The data, adapted from data provided by Bock (1975), come from the Laboratory School of the University of Chicago and include scaled test scores across four grades from the vocabulary section of the Cooperative Reading Test for \(n=64\) students. The attributes in the dataset include:

id: The subject ID number for each male
vocab_08: The scaled vocabulary test score in 8th grade
vocab_09: The scaled vocabulary test score in 9th grade
vocab_10: The scaled vocabulary test score in 10th grade
vocab_11: The scaled vocabulary test score in 11th grade
female: Dummy coded sex variable (0 = Male, 1 = Female)

wine.csv

The data in wine.csv includes data on 200 different wines. These data are a subset of a larger database (\(n = 6,613\)) from wine.com, one of the biggest e-commerce wine retailers in the U.S. It allows customers to buy wine according to any price range, grape variety, country of origin, etc.
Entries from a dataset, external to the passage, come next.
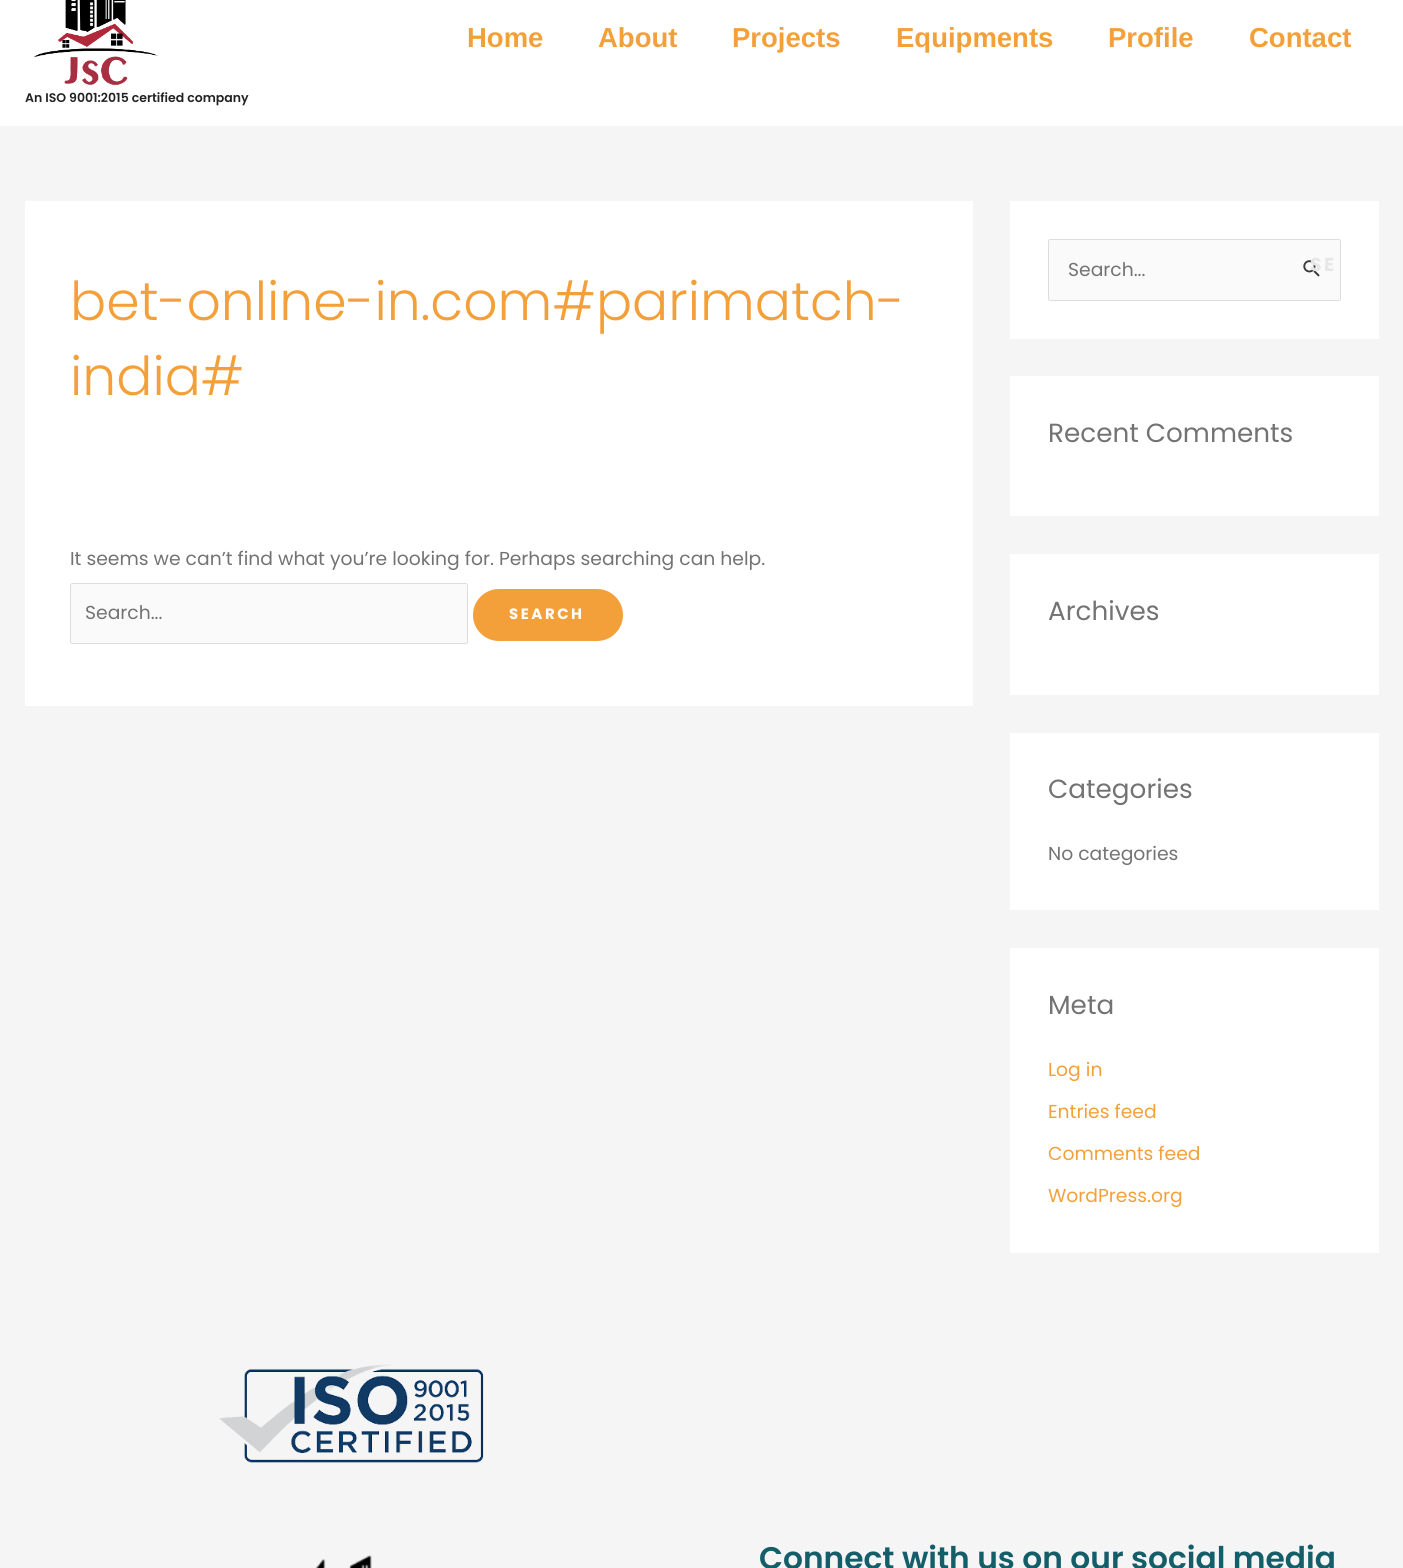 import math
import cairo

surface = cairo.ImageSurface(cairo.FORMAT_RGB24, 1403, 1568)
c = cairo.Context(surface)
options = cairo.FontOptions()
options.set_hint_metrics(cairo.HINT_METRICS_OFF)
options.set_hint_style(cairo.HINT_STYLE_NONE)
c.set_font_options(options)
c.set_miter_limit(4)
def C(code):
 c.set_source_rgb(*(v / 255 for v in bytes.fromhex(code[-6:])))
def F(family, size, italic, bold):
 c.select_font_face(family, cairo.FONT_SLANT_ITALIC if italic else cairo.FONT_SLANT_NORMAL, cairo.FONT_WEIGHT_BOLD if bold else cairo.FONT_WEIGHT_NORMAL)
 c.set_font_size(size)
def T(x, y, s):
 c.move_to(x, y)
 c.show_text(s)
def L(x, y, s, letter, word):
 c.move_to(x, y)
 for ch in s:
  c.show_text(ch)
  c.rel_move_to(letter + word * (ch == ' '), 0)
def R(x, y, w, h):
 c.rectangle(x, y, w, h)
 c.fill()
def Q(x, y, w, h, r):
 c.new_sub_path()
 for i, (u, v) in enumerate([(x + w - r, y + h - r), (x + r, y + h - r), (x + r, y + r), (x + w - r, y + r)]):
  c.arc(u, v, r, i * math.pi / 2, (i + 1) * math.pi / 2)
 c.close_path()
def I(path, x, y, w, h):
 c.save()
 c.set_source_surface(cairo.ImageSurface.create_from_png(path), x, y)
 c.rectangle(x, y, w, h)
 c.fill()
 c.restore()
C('f5f5f5')
c.paint()
C('ffffff')
R(0,0,1403,126)
F('Liberation Sans',27.5,0,1)
C('f4a03a')
T(467,47,'Home')
T(598,47,'About')
T(732,47,'Projects')
T(896,47,'Equipments')
T(1108,47,'Profile')
T(1249,47,'Contact')
I('1.png',34,0,124,85)
F('Poppins SemiBold',12.5,0,0)
C('222222')
T(25,102,'An ISO 9001:2015 certified company')
C('ffffff')
R(25,201,948,505)
F('Poppins Light',53.6,0,0)
C('f4a03a')
T(70,320,'bet-online-in.com#parimatch-')
T(70,395,'india#')
F('Poppins',18.75,0,0)
C('737373')
T(70,565,'It seems we can’t find what you’re looking for. Perhaps searching can help.')
C('fafafa')
Q(70.5,583.5,397,60,2)
c.fill_preserve()
C('dddddd')
c.set_line_width(1)
c.stroke()
C('737373')
T(85,619,'Search...')
C('f4a03a')
Q(473,589,150,52,26)
c.fill()
F('Poppins',15,0,1)
C('ffffff')
L(509,619,'SEARCH',2.5,0)
R(1010,201,369,138)
C('fafafa')
Q(1048.5,239.5,292,61,2)
c.fill_preserve()
C('dddddd')
c.stroke()
F('Poppins',18.75,0,0)
C('737373')
T(1068,276,'Search...')
I('2.png',1303,260,17,17)
F('Poppins',18.75,0,1)
C('e7e7e7')
L(1310,271,'SE',2.5,0)
C('ffffff')
R(1010,376,369,140)
F('Poppins',26.25,0,0)
C('737373')
T(1048,442,'Recent Comments')
C('ffffff')
R(1010,554,369,141)
C('737373')
T(1048,620,'Archives')
C('ffffff')
R(1010,733,369,177)
C('737373')
T(1048,798,'Categories')
F('Poppins',18.75,0,0)
T(1048,860,'No categories')
C('ffffff')
R(1010,948,369,305)
F('Poppins',26.25,0,0)
C('737373')
T(1048,1014,'Meta')
F('Poppins',18.75,0,0)
C('f4a03a')
T(1048,1076,'Log in')
T(1048,1118,'Entries feed')
T(1048,1160,'Comments feed')
T(1048,1202,'WordPress.org')
I('3.png',219,1364,265,99)
I('4.png',315,1555,57,13)
F('Poppins SemiBold',31.25,0,0)
C('135e69')
T(759,1569,'Connect with us on our social media')
surface.write_to_png('o.png') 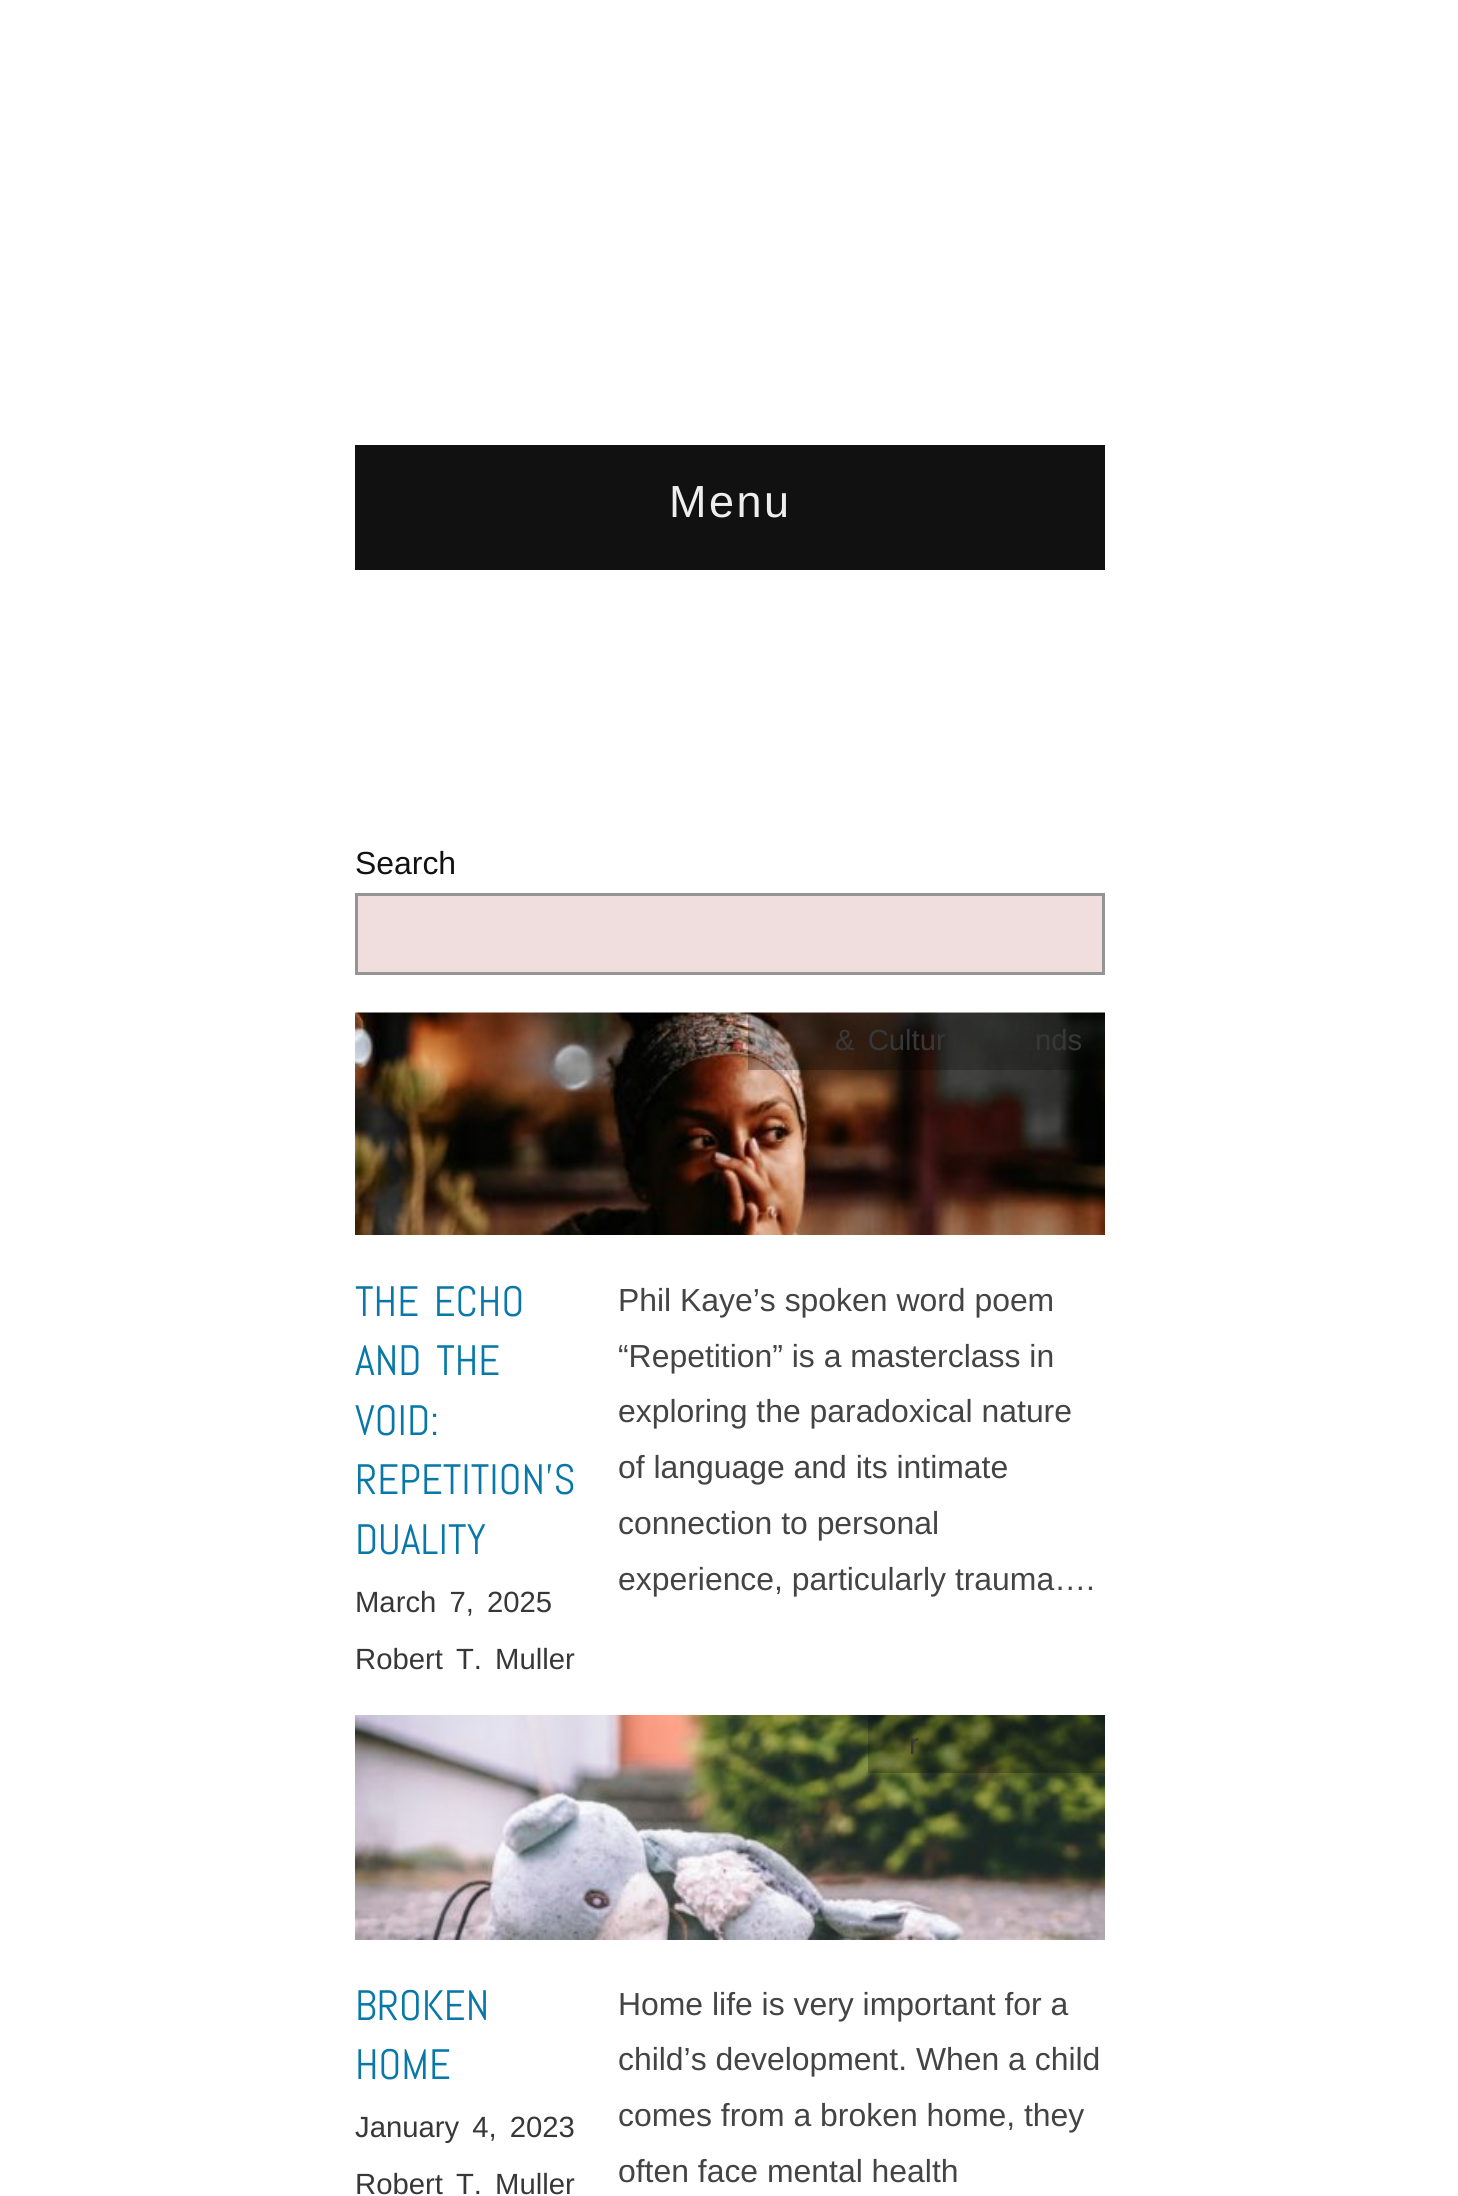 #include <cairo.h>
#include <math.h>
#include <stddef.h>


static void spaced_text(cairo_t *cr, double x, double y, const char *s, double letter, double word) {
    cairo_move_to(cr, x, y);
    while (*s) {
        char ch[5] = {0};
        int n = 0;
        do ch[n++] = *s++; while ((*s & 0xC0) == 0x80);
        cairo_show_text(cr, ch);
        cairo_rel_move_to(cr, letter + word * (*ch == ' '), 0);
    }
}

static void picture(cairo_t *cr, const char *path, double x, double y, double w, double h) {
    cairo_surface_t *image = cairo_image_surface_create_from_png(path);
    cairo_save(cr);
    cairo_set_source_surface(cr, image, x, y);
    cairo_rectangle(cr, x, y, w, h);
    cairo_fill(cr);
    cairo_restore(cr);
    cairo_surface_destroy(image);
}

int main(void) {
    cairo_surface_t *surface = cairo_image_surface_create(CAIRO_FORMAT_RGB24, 1458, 2196);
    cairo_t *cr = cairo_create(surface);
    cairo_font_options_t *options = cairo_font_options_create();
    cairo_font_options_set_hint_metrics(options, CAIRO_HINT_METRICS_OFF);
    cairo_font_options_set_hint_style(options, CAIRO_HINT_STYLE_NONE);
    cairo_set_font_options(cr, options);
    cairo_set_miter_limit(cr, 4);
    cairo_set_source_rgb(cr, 1, 1, 1);
    cairo_paint(cr);
    cairo_set_source_rgb(cr, 0.067, 0.067, 0.067);
    cairo_rectangle(cr, 355, 445, 750, 125);
    cairo_fill(cr);
    cairo_select_font_face(cr, "Liberation Sans", CAIRO_FONT_SLANT_NORMAL, CAIRO_FONT_WEIGHT_NORMAL);
    cairo_set_font_size(cr, 45);
    cairo_set_source_rgb(cr, 0.933, 0.933, 0.933);
    spaced_text(cr, 669, 517, "Menu", 2.5, 0);
    cairo_set_font_size(cr, 31.9);
    cairo_set_source_rgb(cr, 0.067, 0.067, 0.067);
    cairo_move_to(cr, 355, 874);
    cairo_show_text(cr, "Search");
    cairo_set_source_rgb(cr, 0.941, 0.867, 0.867);
    cairo_rectangle(cr, 356.5, 894.5, 747, 79);
    cairo_fill_preserve(cr);
    cairo_set_source_rgb(cr, 0.58, 0.58, 0.58);
    cairo_set_line_width(cr, 3);
    cairo_stroke(cr);
    picture(cr, "img1.png", 355, 1012, 750, 223);
    cairo_set_source_rgba(cr, 0, 0, 0, 0.25);
    cairo_rectangle(cr, 748, 1013, 357, 57);
    cairo_fill(cr);
    cairo_set_font_size(cr, 29.25);
    cairo_set_source_rgb(cr, 0.216, 0.216, 0.216);
    spaced_text(cr, 835, 1050, "& Cultur", 0, 5);
    cairo_move_to(cr, 1035, 1050);
    cairo_show_text(cr, "nds");
    cairo_select_font_face(cr, "Abel", CAIRO_FONT_SLANT_NORMAL, CAIRO_FONT_WEIGHT_NORMAL);
    cairo_set_font_size(cr, 42.5);
    cairo_set_source_rgb(cr, 0.039, 0.471, 0.659);
    spaced_text(cr, 355, 1316, "THE ECHO", 0, 5);
    spaced_text(cr, 355, 1375, "AND THE", 0, 5);
    cairo_move_to(cr, 355, 1435);
    cairo_show_text(cr, "VOID:");
    cairo_move_to(cr, 355, 1494);
    cairo_show_text(cr, "REPETITION’S");
    cairo_move_to(cr, 355, 1554);
    cairo_show_text(cr, "DUALITY");
    cairo_select_font_face(cr, "Liberation Sans", CAIRO_FONT_SLANT_NORMAL, CAIRO_FONT_WEIGHT_NORMAL);
    cairo_set_font_size(cr, 29.25);
    cairo_set_source_rgb(cr, 0.216, 0.216, 0.216);
    spaced_text(cr, 355, 1612, "March 7, 2025", 0, 5);
    spaced_text(cr, 355, 1669, "Robert T. Muller", 0, 5);
    cairo_set_font_size(cr, 31.9);
    cairo_set_source_rgb(cr, 0.267, 0.267, 0.267);
    cairo_move_to(cr, 618, 1311);
    cairo_show_text(cr, "Phil Kaye’s spoken word poem");
    cairo_move_to(cr, 618, 1367);
    cairo_show_text(cr, "“Repetition” is a masterclass in");
    cairo_move_to(cr, 618, 1422);
    cairo_show_text(cr, "exploring the paradoxical nature");
    cairo_move_to(cr, 618, 1478);
    cairo_show_text(cr, "of language and its intimate");
    cairo_move_to(cr, 618, 1534);
    cairo_show_text(cr, "connection to personal");
    cairo_move_to(cr, 618, 1590);
    cairo_show_text(cr, "experience, particularly trauma….");
    picture(cr, "img2.png", 355, 1715, 750, 225);
    cairo_set_source_rgba(cr, 0, 0, 0, 0.25);
    cairo_rectangle(cr, 868, 1715, 237, 58);
    cairo_fill(cr);
    cairo_set_font_size(cr, 29.25);
    cairo_set_source_rgb(cr, 0.216, 0.216, 0.216);
    spaced_text(cr, 909, 1754, "r", 0, 5);
    cairo_select_font_face(cr, "Abel", CAIRO_FONT_SLANT_NORMAL, CAIRO_FONT_WEIGHT_NORMAL);
    cairo_set_font_size(cr, 42.5);
    cairo_set_source_rgb(cr, 0.039, 0.471, 0.659);
    cairo_move_to(cr, 355, 2020);
    cairo_show_text(cr, "BROKEN");
    cairo_move_to(cr, 355, 2079);
    cairo_show_text(cr, "HOME");
    cairo_select_font_face(cr, "Liberation Sans", CAIRO_FONT_SLANT_NORMAL, CAIRO_FONT_WEIGHT_NORMAL);
    cairo_set_font_size(cr, 29.25);
    cairo_set_source_rgb(cr, 0.216, 0.216, 0.216);
    spaced_text(cr, 355, 2137, "January 4, 2023", 0, 5);
    spaced_text(cr, 355, 2194, "Robert T. Muller", 0, 5);
    cairo_set_font_size(cr, 31.9);
    cairo_set_source_rgb(cr, 0.267, 0.267, 0.267);
    cairo_move_to(cr, 618, 2015);
    cairo_show_text(cr, "Home life is very important for a");
    cairo_move_to(cr, 618, 2070);
    cairo_show_text(cr, "child’s development. When a child");
    cairo_move_to(cr, 618, 2126);
    cairo_show_text(cr, "comes from a broken home, they");
    cairo_move_to(cr, 618, 2182);
    cairo_show_text(cr, "often face mental health");
    cairo_surface_write_to_png(surface, "page.png");
    cairo_font_options_destroy(options);
    cairo_destroy(cr);
    cairo_surface_destroy(surface);
    return 0;
}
The data were made available at http://insightmine.com/. The attributes include:

wine: Wine name
vintage: Year the wine was produced (centered so that 0 = 2008, 1 = 2009, etc.)
region: Region of the world where the wine was produced
varietal: Grape varietal (e.g., Cabernet Sauvignon)
rating: Wine rating on a 100 pt. scale (these are from sources such as Wine Spectator, the Wine Advocate, and the Wine Enthusiast)
price: Price in U.S. dollars

References

U.S. News and World Report. (2018). Schools of education. Best Graduate Schools.

Jones-White, D. R., Radcliffe, P. M., Lorenz, L. M., & Soria, K. M. (2014). Priced out?: The influence of financial aid on the educational trajectories of first-year students starting college at a large research university. Research in Higher Education, 55(4), 329–350.

Woltman, H., Feldstein, A., MacKay, J. C., & Rocchi, M. (2012). An introduction to hierarchical linear modeling. Tutorials in Quantitative Methods for Psychology, 8(1), 52–69.

Snijders, T. A. B., & Bosker, R. J. (2012). Multilevel analysis: An introduction to basic and advanced multilevel modeling (2nd ed.). Thousand Oaks, CA: Sage.

Hox, J. J. (2002). Multilevel analysis: Techniques and applications. Mahwah, NJ: Lawrence Erlbaum Associates.

Lewis-Beck, C., & Lewis-Beck, M. (2016). Applied regression: An introduction (2nd ed.). Thousand Oaks, CA: Sage.

Bock, R. (1975). Multivariate statistical methods in behavioral research. New York: McGraw-Hill.